*** Block opens ***
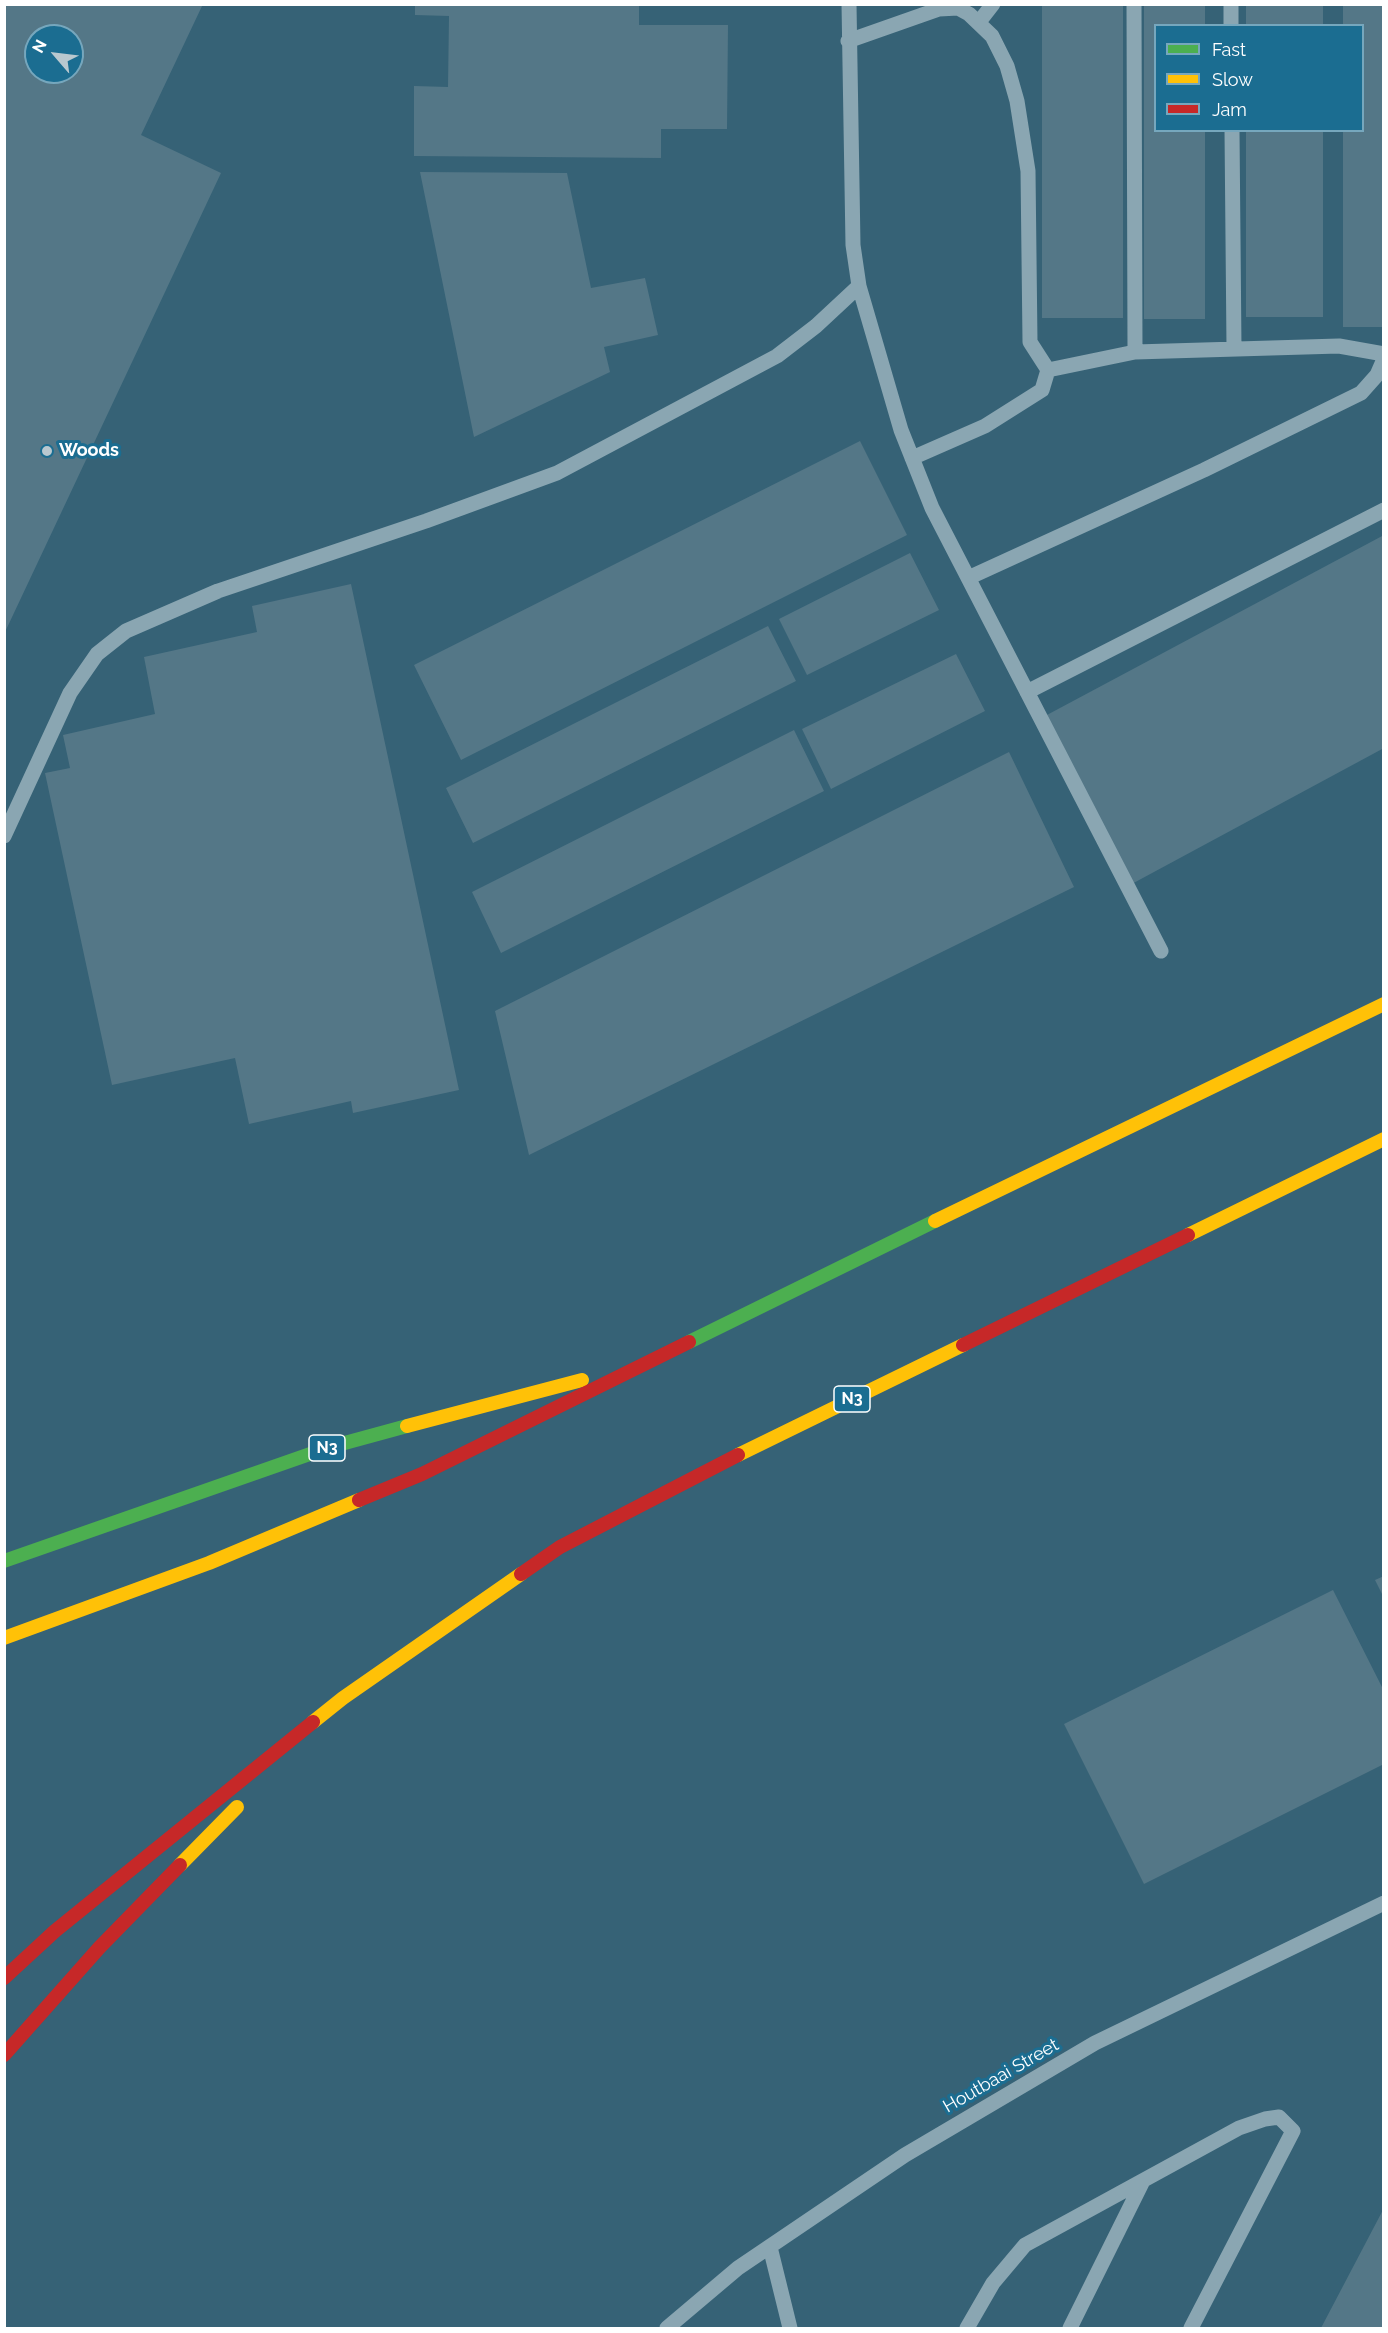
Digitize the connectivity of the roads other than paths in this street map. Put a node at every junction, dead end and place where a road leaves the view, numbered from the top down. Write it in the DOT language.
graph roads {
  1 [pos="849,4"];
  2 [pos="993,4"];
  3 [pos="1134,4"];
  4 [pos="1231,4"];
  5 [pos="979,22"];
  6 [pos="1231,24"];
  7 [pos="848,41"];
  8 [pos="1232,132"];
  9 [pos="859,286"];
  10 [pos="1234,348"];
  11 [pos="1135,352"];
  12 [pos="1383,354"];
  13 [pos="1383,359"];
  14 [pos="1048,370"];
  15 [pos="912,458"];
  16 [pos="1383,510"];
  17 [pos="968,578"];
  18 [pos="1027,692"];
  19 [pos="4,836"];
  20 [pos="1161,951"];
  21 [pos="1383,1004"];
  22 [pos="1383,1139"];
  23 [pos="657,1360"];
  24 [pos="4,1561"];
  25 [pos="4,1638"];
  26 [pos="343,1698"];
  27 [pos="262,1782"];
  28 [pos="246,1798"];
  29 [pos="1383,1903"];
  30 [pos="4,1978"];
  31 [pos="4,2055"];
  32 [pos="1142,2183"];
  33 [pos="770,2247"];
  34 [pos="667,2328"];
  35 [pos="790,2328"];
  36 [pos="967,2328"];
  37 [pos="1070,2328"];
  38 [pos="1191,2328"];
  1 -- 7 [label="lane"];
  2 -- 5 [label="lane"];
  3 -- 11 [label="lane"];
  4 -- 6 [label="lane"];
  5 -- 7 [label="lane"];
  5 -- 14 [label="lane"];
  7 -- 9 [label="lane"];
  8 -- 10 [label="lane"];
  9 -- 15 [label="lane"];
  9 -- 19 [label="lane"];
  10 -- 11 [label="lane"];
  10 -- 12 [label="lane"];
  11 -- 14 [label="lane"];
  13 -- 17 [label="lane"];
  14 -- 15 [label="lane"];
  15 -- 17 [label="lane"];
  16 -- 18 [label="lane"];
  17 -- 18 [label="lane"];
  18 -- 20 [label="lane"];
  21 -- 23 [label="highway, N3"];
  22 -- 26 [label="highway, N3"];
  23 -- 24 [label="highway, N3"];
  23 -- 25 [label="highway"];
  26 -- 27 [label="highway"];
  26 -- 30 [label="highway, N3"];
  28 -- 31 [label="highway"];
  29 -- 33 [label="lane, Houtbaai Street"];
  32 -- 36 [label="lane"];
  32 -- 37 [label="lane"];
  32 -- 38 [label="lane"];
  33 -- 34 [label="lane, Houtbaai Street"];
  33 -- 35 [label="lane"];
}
*** Block closes ***
→ **WORK TO COMPLETE**: Give back the data exactly. Pictures stay out.

→ **YOUR RESPONSE**:
Digitize the connectivity of the roads other than paths in this street map. Put a node at every junction, dead end and place where a road leaves the view, numbered from the top down. Write it in the DOT language.
graph roads {
  1 [pos="849,4"];
  2 [pos="993,4"];
  3 [pos="1134,4"];
  4 [pos="1231,4"];
  5 [pos="979,22"];
  6 [pos="1231,24"];
  7 [pos="848,41"];
  8 [pos="1232,132"];
  9 [pos="859,286"];
  10 [pos="1234,348"];
  11 [pos="1135,352"];
  12 [pos="1383,354"];
  13 [pos="1383,359"];
  14 [pos="1048,370"];
  15 [pos="912,458"];
  16 [pos="1383,510"];
  17 [pos="968,578"];
  18 [pos="1027,692"];
  19 [pos="4,836"];
  20 [pos="1161,951"];
  21 [pos="1383,1004"];
  22 [pos="1383,1139"];
  23 [pos="657,1360"];
  24 [pos="4,1561"];
  25 [pos="4,1638"];
  26 [pos="343,1698"];
  27 [pos="262,1782"];
  28 [pos="246,1798"];
  29 [pos="1383,1903"];
  30 [pos="4,1978"];
  31 [pos="4,2055"];
  32 [pos="1142,2183"];
  33 [pos="770,2247"];
  34 [pos="667,2328"];
  35 [pos="790,2328"];
  36 [pos="967,2328"];
  37 [pos="1070,2328"];
  38 [pos="1191,2328"];
  1 -- 7 [label="lane"];
  2 -- 5 [label="lane"];
  3 -- 11 [label="lane"];
  4 -- 6 [label="lane"];
  5 -- 7 [label="lane"];
  5 -- 14 [label="lane"];
  7 -- 9 [label="lane"];
  8 -- 10 [label="lane"];
  9 -- 15 [label="lane"];
  9 -- 19 [label="lane"];
  10 -- 11 [label="lane"];
  10 -- 12 [label="lane"];
  11 -- 14 [label="lane"];
  13 -- 17 [label="lane"];
  14 -- 15 [label="lane"];
  15 -- 17 [label="lane"];
  16 -- 18 [label="lane"];
  17 -- 18 [label="lane"];
  18 -- 20 [label="lane"];
  21 -- 23 [label="highway, N3"];
  22 -- 26 [label="highway, N3"];
  23 -- 24 [label="highway, N3"];
  23 -- 25 [label="highway"];
  26 -- 27 [label="highway"];
  26 -- 30 [label="highway, N3"];
  28 -- 31 [label="highway"];
  29 -- 33 [label="lane, Houtbaai Street"];
  32 -- 36 [label="lane"];
  32 -- 37 [label="lane"];
  32 -- 38 [label="lane"];
  33 -- 34 [label="lane, Houtbaai Street"];
  33 -- 35 [label="lane"];
}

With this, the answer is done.